CG13120 - Introduction and computation: occasions of charge: assets lost/destroyed/negligible value: introduction

S24 TCGA92

Under s22 TCGA92, the receipt of a capital sum which is derived from an asset is treated as being a disposal of that asset (see CG12940). The following paragraphs consider situations where a disposal is treated as taking place but no capital sum is necessarily received (see CG12980) so that an allowable loss may accrue.

There are two basic situations where there is a disposal of an asset without there necessarily being a receipt of a capital sum. These are the actual loss of the asset (see below), and the deemed loss of the asset (see CG13125). You should, however, remember that any compensation for the loss, such as an insurance receipt, may give rise to a Capital Gains Tax charge (see CG12948 onwards). Where such compensation is used to restore or replace the original asset, see CG15700+.
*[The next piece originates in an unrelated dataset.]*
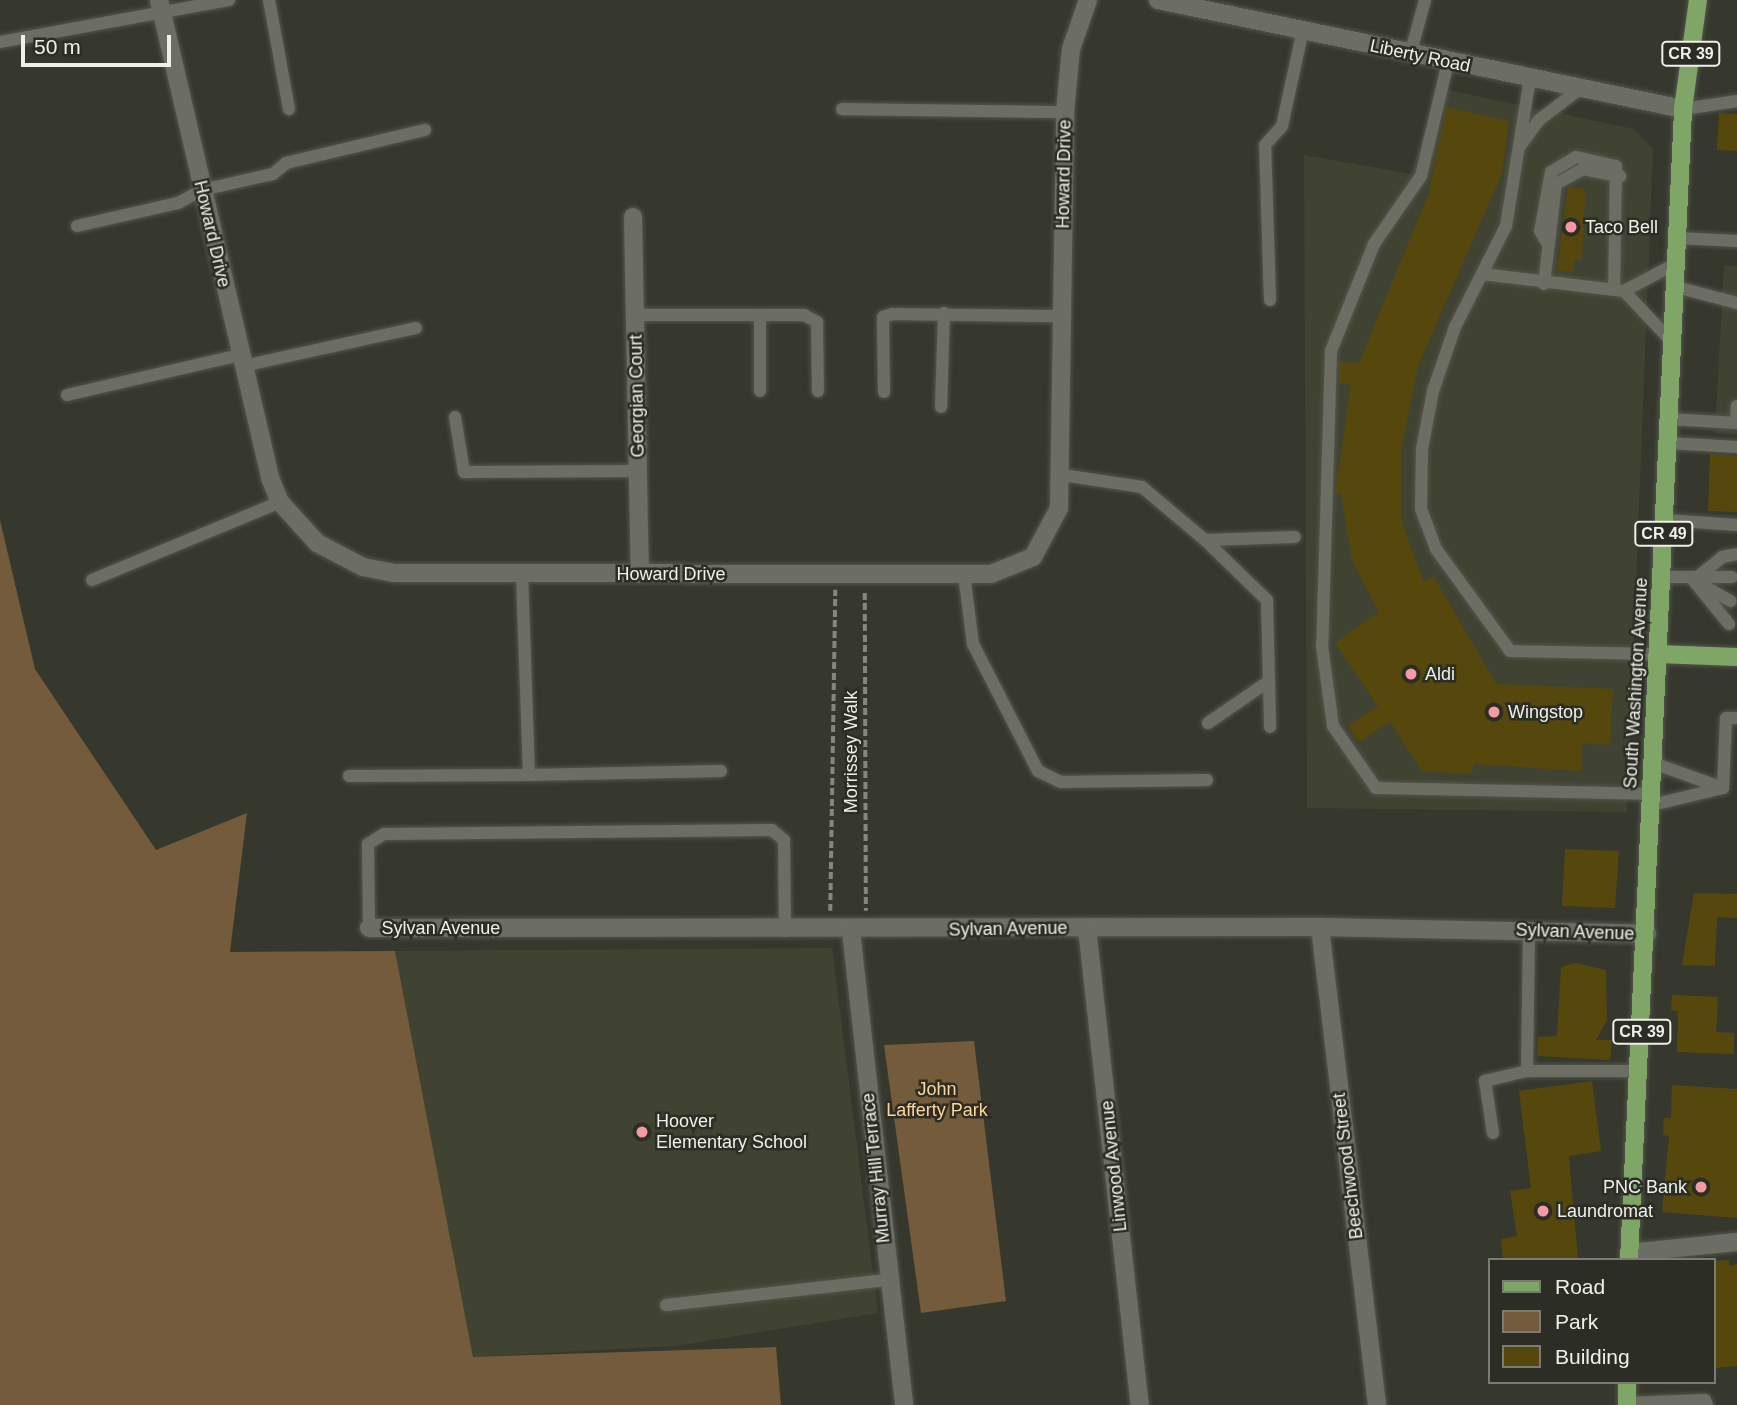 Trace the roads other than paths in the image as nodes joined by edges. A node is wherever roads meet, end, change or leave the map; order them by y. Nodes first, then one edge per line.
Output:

S24(1) TCGA92 - Entire loss or destruction of asset

Here we are looking at the actual loss of an asset. Under s24(1) TCGA92, where the asset has been entirely lost, destroyed, dissipated or extinguished, then that is a disposal of the asset for Capital Gains Tax purposes. Under s16(2) TCGA92, assuming that a gain on a disposal of the asset would have been a chargeable gain, then such a disposal will give rise to an allowable loss. See, however:

  • CG12340 if an option has been abandoned for no consideration
  • CG12965 regarding the interaction of s24 TCGA92 with s22 TCGA92 if any capital sum by way of compensation or otherwise is received
  • CG13137 if buildings and structures on land have been destroyed
  • CG17700+ where indexation allowance is available
  • CG68070 if goodwill is claimed to have been destroyed.